═══ Task inputs ═══
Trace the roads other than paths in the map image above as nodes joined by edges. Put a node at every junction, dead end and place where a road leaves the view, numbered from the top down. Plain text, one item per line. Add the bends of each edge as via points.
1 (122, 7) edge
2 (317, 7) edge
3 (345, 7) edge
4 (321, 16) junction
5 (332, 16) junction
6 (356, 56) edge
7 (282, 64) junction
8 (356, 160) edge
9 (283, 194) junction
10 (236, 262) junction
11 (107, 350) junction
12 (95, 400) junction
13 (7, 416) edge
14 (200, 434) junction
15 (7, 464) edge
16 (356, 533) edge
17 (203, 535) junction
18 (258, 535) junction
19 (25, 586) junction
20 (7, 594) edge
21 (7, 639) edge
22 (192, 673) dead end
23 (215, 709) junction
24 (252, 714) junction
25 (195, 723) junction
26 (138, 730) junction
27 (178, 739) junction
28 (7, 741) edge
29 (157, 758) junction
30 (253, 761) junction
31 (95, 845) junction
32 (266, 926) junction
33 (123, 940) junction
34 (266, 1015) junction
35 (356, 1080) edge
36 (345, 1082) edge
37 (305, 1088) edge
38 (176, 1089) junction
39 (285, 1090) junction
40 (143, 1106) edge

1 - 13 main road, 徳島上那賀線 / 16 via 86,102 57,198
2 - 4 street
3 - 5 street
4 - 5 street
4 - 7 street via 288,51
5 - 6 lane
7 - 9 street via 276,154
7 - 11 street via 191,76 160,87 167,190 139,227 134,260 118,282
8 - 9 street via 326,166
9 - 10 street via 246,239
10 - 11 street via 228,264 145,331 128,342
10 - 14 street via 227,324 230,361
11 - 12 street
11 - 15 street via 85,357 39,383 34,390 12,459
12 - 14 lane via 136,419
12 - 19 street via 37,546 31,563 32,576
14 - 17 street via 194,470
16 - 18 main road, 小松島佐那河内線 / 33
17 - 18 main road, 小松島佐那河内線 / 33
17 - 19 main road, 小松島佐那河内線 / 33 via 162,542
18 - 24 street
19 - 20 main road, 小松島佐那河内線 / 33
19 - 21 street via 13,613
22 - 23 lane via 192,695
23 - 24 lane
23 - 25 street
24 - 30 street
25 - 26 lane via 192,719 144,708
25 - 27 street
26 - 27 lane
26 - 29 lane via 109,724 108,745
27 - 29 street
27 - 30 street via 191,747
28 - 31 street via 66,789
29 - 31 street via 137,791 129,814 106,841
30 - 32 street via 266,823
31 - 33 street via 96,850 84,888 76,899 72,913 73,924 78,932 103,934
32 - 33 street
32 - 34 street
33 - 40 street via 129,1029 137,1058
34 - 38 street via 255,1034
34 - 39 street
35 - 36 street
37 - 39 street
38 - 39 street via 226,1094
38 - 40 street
═══
Description of the task:
Lines that include the word "dead" are to be extracted from the data above.

Answer box:
Trace the roads other than paths in the map image above as nodes joined by edges. Put a node at every junction, dead end and place where a road leaves the view, numbered from the top down. Plain text, one item per line. Add the bends of each edge as via points.
22 (192, 673) dead end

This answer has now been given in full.